- **Problem to solve**:
Each record below is to be output unchanged, and any picture is to be dropped.

*** Given records ***

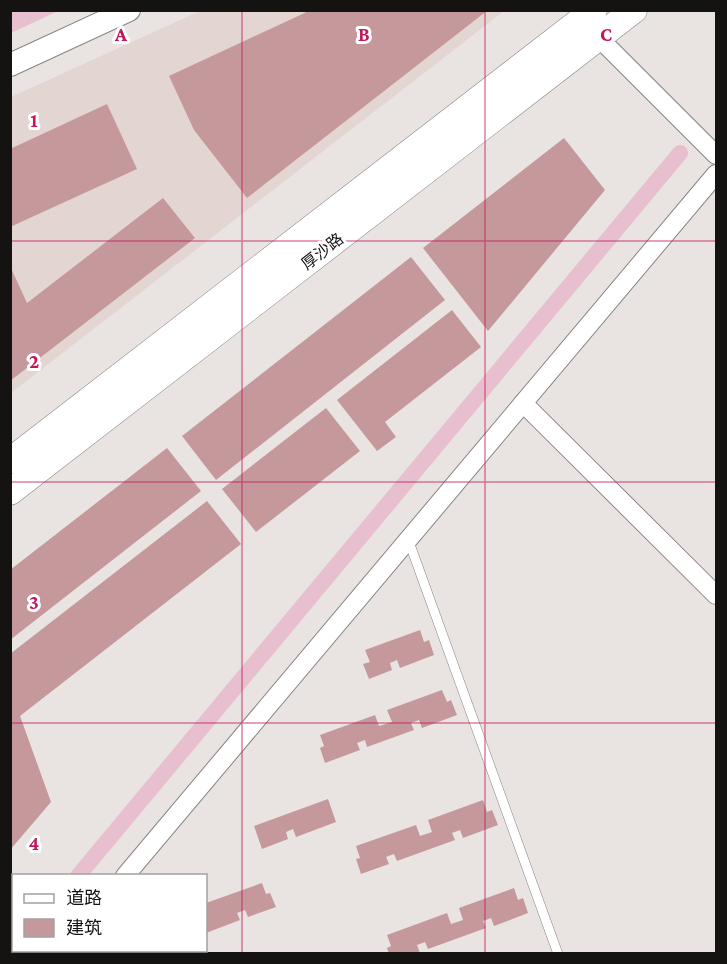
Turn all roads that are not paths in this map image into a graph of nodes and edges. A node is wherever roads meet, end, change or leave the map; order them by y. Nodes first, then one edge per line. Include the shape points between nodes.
1 (129, 10) edge
2 (628, 15) edge
3 (588, 20) edge
4 (10, 65) edge
5 (717, 154) edge
6 (717, 174) edge
7 (523, 403) junction
8 (10, 461) edge
9 (10, 492) edge
10 (408, 539) junction
11 (717, 595) edge
12 (127, 874) edge
13 (558, 954) edge

1 - 4 street
2 - 3 main road, 厚沙路
3 - 5 street
3 - 8 main road, 厚沙路
3 - 9 main road, 厚沙路
6 - 7 street
7 - 10 street
7 - 11 street
10 - 12 street
10 - 13 lane

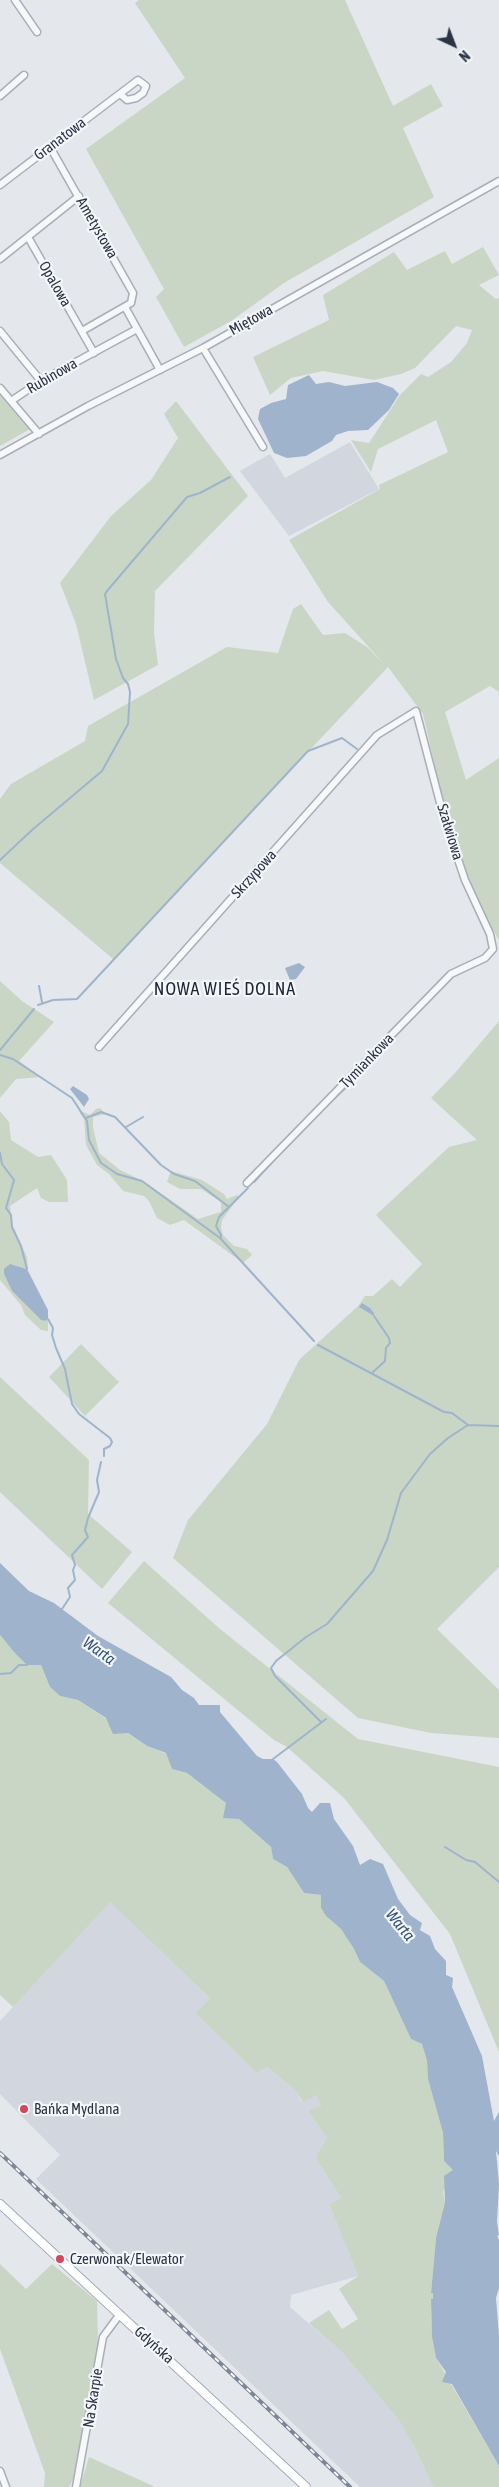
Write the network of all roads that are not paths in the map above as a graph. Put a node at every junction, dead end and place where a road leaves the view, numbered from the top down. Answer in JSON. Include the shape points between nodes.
{"nodes":[{"id":1,"x":15,"y":0,"type":"edge"},
{"id":2,"x":37,"y":32,"type":"dead end"},
{"id":3,"x":24,"y":75,"type":"dead end"},
{"id":4,"x":120,"y":94,"type":"dead end"},
{"id":5,"x":0,"y":96,"type":"edge"},
{"id":6,"x":50,"y":147,"type":"junction"},
{"id":7,"x":499,"y":181,"type":"edge"},
{"id":8,"x":0,"y":185,"type":"edge"},
{"id":9,"x":79,"y":196,"type":"junction"},
{"id":10,"x":28,"y":237,"type":"junction"},
{"id":11,"x":0,"y":259,"type":"edge"},
{"id":12,"x":124,"y":308,"type":"junction"},
{"id":13,"x":137,"y":329,"type":"junction"},
{"id":14,"x":0,"y":330,"type":"edge"},
{"id":15,"x":82,"y":331,"type":"junction"},
{"id":16,"x":202,"y":348,"type":"junction"},
{"id":17,"x":94,"y":353,"type":"junction"},
{"id":18,"x":160,"y":370,"type":"junction"},
{"id":19,"x":41,"y":381,"type":"junction"},
{"id":20,"x":0,"y":388,"type":"edge"},
{"id":21,"x":11,"y":401,"type":"junction"},
{"id":22,"x":39,"y":434,"type":"junction"},
{"id":23,"x":263,"y":447,"type":"dead end"},
{"id":24,"x":0,"y":455,"type":"edge"},
{"id":25,"x":416,"y":711,"type":"joint"},
{"id":26,"x":493,"y":949,"type":"joint"},
{"id":27,"x":99,"y":1047,"type":"dead end"},
{"id":28,"x":247,"y":1183,"type":"dead end"},
{"id":29,"x":0,"y":2204,"type":"edge"},
{"id":30,"x":120,"y":2314,"type":"junction"},
{"id":31,"x":0,"y":2471,"type":"edge"},
{"id":32,"x":6,"y":2487,"type":"edge"},
{"id":33,"x":76,"y":2487,"type":"edge"},
{"id":34,"x":306,"y":2487,"type":"edge"}],
"edges":[{"from":1,"to":2,"type":"street"},
{"from":3,"to":5,"type":"street"},
{"from":4,"to":6,"type":"street","name":"Granatowa"},
{"from":6,"to":8,"type":"street","name":"Granatowa"},
{"from":6,"to":9,"type":"street","name":"Ametystowa"},
{"from":7,"to":16,"type":"street","name":"Miętowa"},
{"from":9,"to":10,"type":"street"},
{"from":9,"to":12,"type":"street","name":"Ametystowa","via":[[132,289],[131,303]]},
{"from":10,"to":11,"type":"street"},
{"from":10,"to":15,"type":"street","name":"Opalowa"},
{"from":12,"to":13,"type":"street"},
{"from":12,"to":15,"type":"street"},
{"from":13,"to":17,"type":"street","name":"Rubinowa"},
{"from":13,"to":18,"type":"street"},
{"from":14,"to":19,"type":"street"},
{"from":15,"to":17,"type":"street","name":"Rubinowa"},
{"from":16,"to":18,"type":"street","name":"Miętowa"},
{"from":16,"to":23,"type":"street"},
{"from":17,"to":19,"type":"street","name":"Rubinowa"},
{"from":18,"to":22,"type":"street","name":"Miętowa"},
{"from":19,"to":21,"type":"street","name":"Rubinowa"},
{"from":20,"to":21,"type":"street"},
{"from":21,"to":22,"type":"street"},
{"from":22,"to":24,"type":"street","name":"Miętowa"},
{"from":25,"to":26,"type":"street","name":"Szałwiowa","via":[[444,818]]},
{"from":25,"to":27,"type":"street","name":"Skrzypowa","via":[[377,735]]},
{"from":26,"to":28,"type":"street","name":"Tymiankowa","via":[[485,958],[451,974]]},
{"from":29,"to":30,"type":"main road","name":"Gdyńska"},
{"from":30,"to":33,"type":"street","name":"Na Skarpie","via":[[103,2337]]},
{"from":30,"to":34,"type":"main road","name":"Gdyńska"},
{"from":31,"to":32,"type":"street"}]}
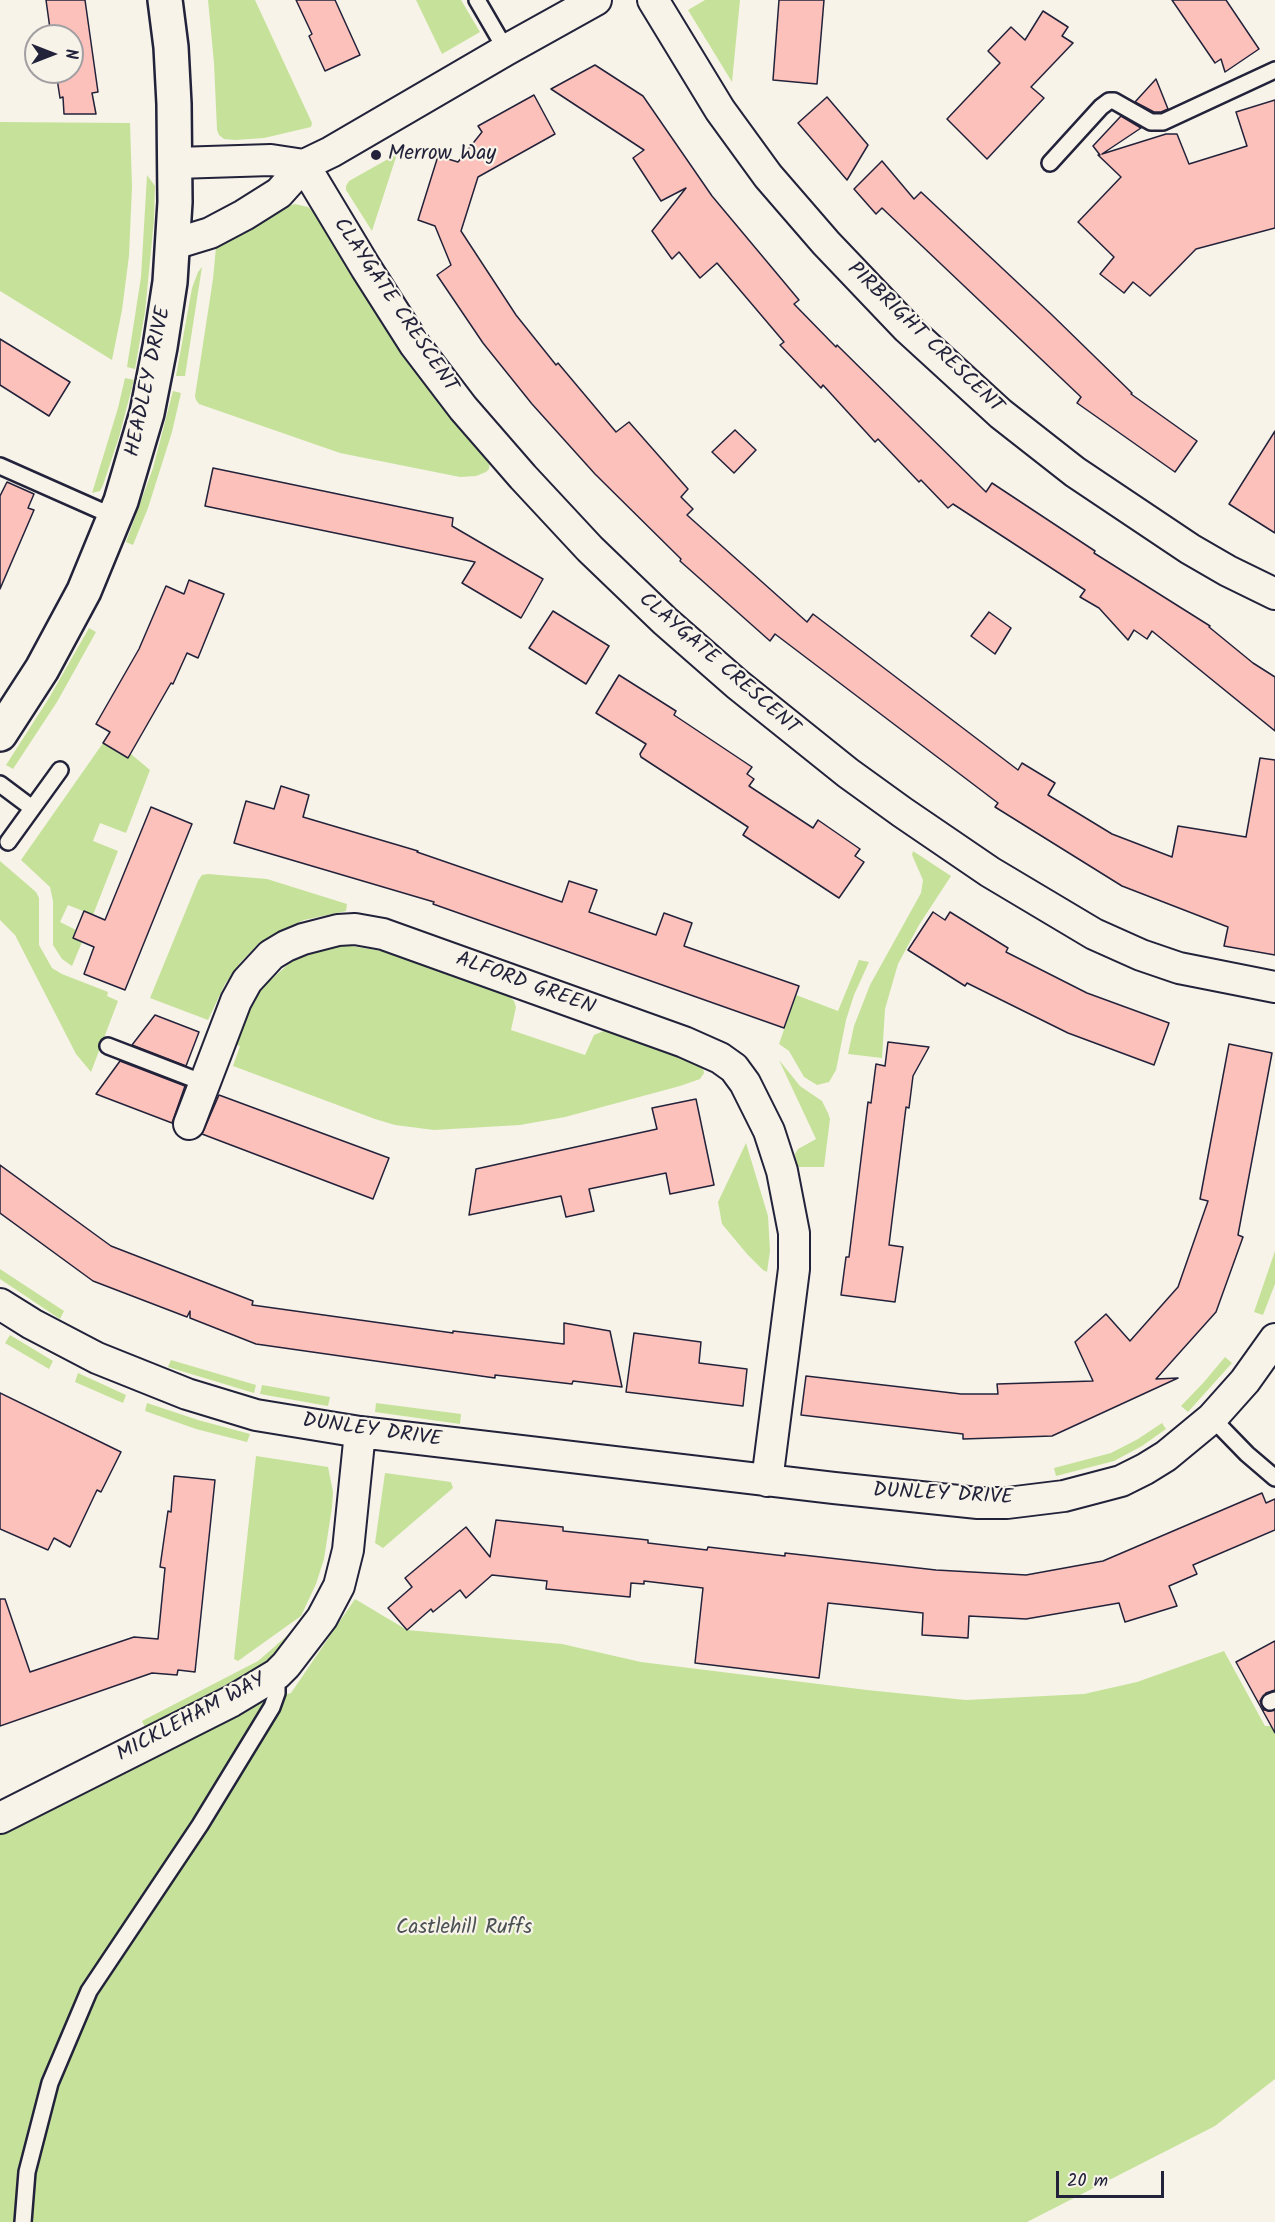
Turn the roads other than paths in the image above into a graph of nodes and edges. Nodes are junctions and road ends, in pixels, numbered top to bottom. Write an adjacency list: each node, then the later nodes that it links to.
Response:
1 (165, 0): 7 (street, HEADLEY DRIVE)
2 (477, 0): 5 (lane)
3 (596, 0): 5 (street)
4 (652, 0): 13 (street, PIRBRIGHT CRESCENT)
5 (506, 50): 9 (street)
6 (1275, 70): 8 (lane)
7 (176, 163): 9 (street); 10 (street, HEADLEY DRIVE)
8 (1050, 163)
9 (304, 165): 10 (street); 19 (street, CLAYGATE CRESCENT)
10 (174, 244): 12 (street, HEADLEY DRIVE)
11 (0, 466): 12 (lane)
12 (115, 517): 14 (street, HEADLEY DRIVE)
13 (1275, 594)
14 (0, 734)
15 (60, 770): 17 (lane)
16 (0, 784): 17 (lane)
17 (33, 808): 18 (lane)
18 (9, 842)
19 (1275, 987)
20 (108, 1046): 21 (lane)
21 (204, 1083): 22 (street, ALFORD GREEN); 28 (street, ALFORD GREEN)
22 (189, 1124)
23 (0, 1304): 26 (street, DUNLEY DRIVE)
24 (1275, 1339): 25 (street, DUNLEY DRIVE)
25 (1212, 1418): 27 (lane); 28 (street, DUNLEY DRIVE)
26 (360, 1432): 28 (street, DUNLEY DRIVE); 29 (street, MICKLEHAM WAY)
27 (1275, 1478)
28 (766, 1480)
29 (277, 1674): 30 (street, MICKLEHAM WAY); 31 (lane)
30 (0, 1818)
31 (23, 2222)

*** End of Given records ***

- **Written answer**:
Turn all roads that are not paths in this map image into a graph of nodes and edges. A node is wherever roads meet, end, change or leave the map; order them by y. Nodes first, then one edge per line. Include the shape points between nodes.
1 (129, 10) edge
2 (628, 15) edge
3 (588, 20) edge
4 (10, 65) edge
5 (717, 154) edge
6 (717, 174) edge
7 (523, 403) junction
8 (10, 461) edge
9 (10, 492) edge
10 (408, 539) junction
11 (717, 595) edge
12 (127, 874) edge
13 (558, 954) edge

1 - 4 street
2 - 3 main road, 厚沙路
3 - 5 street
3 - 8 main road, 厚沙路
3 - 9 main road, 厚沙路
6 - 7 street
7 - 10 street
7 - 11 street
10 - 12 street
10 - 13 lane

Write the network of all roads that are not paths in the map above as a graph. Put a node at every junction, dead end and place where a road leaves the view, numbered from the top down. Answer in JSON. Include the shape points between nodes.
{"nodes":[{"id":1,"x":15,"y":0,"type":"edge"},
{"id":2,"x":37,"y":32,"type":"dead end"},
{"id":3,"x":24,"y":75,"type":"dead end"},
{"id":4,"x":120,"y":94,"type":"dead end"},
{"id":5,"x":0,"y":96,"type":"edge"},
{"id":6,"x":50,"y":147,"type":"junction"},
{"id":7,"x":499,"y":181,"type":"edge"},
{"id":8,"x":0,"y":185,"type":"edge"},
{"id":9,"x":79,"y":196,"type":"junction"},
{"id":10,"x":28,"y":237,"type":"junction"},
{"id":11,"x":0,"y":259,"type":"edge"},
{"id":12,"x":124,"y":308,"type":"junction"},
{"id":13,"x":137,"y":329,"type":"junction"},
{"id":14,"x":0,"y":330,"type":"edge"},
{"id":15,"x":82,"y":331,"type":"junction"},
{"id":16,"x":202,"y":348,"type":"junction"},
{"id":17,"x":94,"y":353,"type":"junction"},
{"id":18,"x":160,"y":370,"type":"junction"},
{"id":19,"x":41,"y":381,"type":"junction"},
{"id":20,"x":0,"y":388,"type":"edge"},
{"id":21,"x":11,"y":401,"type":"junction"},
{"id":22,"x":39,"y":434,"type":"junction"},
{"id":23,"x":263,"y":447,"type":"dead end"},
{"id":24,"x":0,"y":455,"type":"edge"},
{"id":25,"x":416,"y":711,"type":"joint"},
{"id":26,"x":493,"y":949,"type":"joint"},
{"id":27,"x":99,"y":1047,"type":"dead end"},
{"id":28,"x":247,"y":1183,"type":"dead end"},
{"id":29,"x":0,"y":2204,"type":"edge"},
{"id":30,"x":120,"y":2314,"type":"junction"},
{"id":31,"x":0,"y":2471,"type":"edge"},
{"id":32,"x":6,"y":2487,"type":"edge"},
{"id":33,"x":76,"y":2487,"type":"edge"},
{"id":34,"x":306,"y":2487,"type":"edge"}],
"edges":[{"from":1,"to":2,"type":"street"},
{"from":3,"to":5,"type":"street"},
{"from":4,"to":6,"type":"street","name":"Granatowa"},
{"from":6,"to":8,"type":"street","name":"Granatowa"},
{"from":6,"to":9,"type":"street","name":"Ametystowa"},
{"from":7,"to":16,"type":"street","name":"Miętowa"},
{"from":9,"to":10,"type":"street"},
{"from":9,"to":12,"type":"street","name":"Ametystowa","via":[[132,289],[131,303]]},
{"from":10,"to":11,"type":"street"},
{"from":10,"to":15,"type":"street","name":"Opalowa"},
{"from":12,"to":13,"type":"street"},
{"from":12,"to":15,"type":"street"},
{"from":13,"to":17,"type":"street","name":"Rubinowa"},
{"from":13,"to":18,"type":"street"},
{"from":14,"to":19,"type":"street"},
{"from":15,"to":17,"type":"street","name":"Rubinowa"},
{"from":16,"to":18,"type":"street","name":"Miętowa"},
{"from":16,"to":23,"type":"street"},
{"from":17,"to":19,"type":"street","name":"Rubinowa"},
{"from":18,"to":22,"type":"street","name":"Miętowa"},
{"from":19,"to":21,"type":"street","name":"Rubinowa"},
{"from":20,"to":21,"type":"street"},
{"from":21,"to":22,"type":"street"},
{"from":22,"to":24,"type":"street","name":"Miętowa"},
{"from":25,"to":26,"type":"street","name":"Szałwiowa","via":[[444,818]]},
{"from":25,"to":27,"type":"street","name":"Skrzypowa","via":[[377,735]]},
{"from":26,"to":28,"type":"street","name":"Tymiankowa","via":[[485,958],[451,974]]},
{"from":29,"to":30,"type":"main road","name":"Gdyńska"},
{"from":30,"to":33,"type":"street","name":"Na Skarpie","via":[[103,2337]]},
{"from":30,"to":34,"type":"main road","name":"Gdyńska"},
{"from":31,"to":32,"type":"street"}]}
Turn the roads other than paths in the image above into a graph of nodes and edges. Nodes are junctions and road ends, in pixels, numbered top to bottom. Write an adjacency list: each node, then the later nodes that it links to.
Response:
1 (165, 0): 7 (street, HEADLEY DRIVE)
2 (477, 0): 5 (lane)
3 (596, 0): 5 (street)
4 (652, 0): 13 (street, PIRBRIGHT CRESCENT)
5 (506, 50): 9 (street)
6 (1275, 70): 8 (lane)
7 (176, 163): 9 (street); 10 (street, HEADLEY DRIVE)
8 (1050, 163)
9 (304, 165): 10 (street); 19 (street, CLAYGATE CRESCENT)
10 (174, 244): 12 (street, HEADLEY DRIVE)
11 (0, 466): 12 (lane)
12 (115, 517): 14 (street, HEADLEY DRIVE)
13 (1275, 594)
14 (0, 734)
15 (60, 770): 17 (lane)
16 (0, 784): 17 (lane)
17 (33, 808): 18 (lane)
18 (9, 842)
19 (1275, 987)
20 (108, 1046): 21 (lane)
21 (204, 1083): 22 (street, ALFORD GREEN); 28 (street, ALFORD GREEN)
22 (189, 1124)
23 (0, 1304): 26 (street, DUNLEY DRIVE)
24 (1275, 1339): 25 (street, DUNLEY DRIVE)
25 (1212, 1418): 27 (lane); 28 (street, DUNLEY DRIVE)
26 (360, 1432): 28 (street, DUNLEY DRIVE); 29 (street, MICKLEHAM WAY)
27 (1275, 1478)
28 (766, 1480)
29 (277, 1674): 30 (street, MICKLEHAM WAY); 31 (lane)
30 (0, 1818)
31 (23, 2222)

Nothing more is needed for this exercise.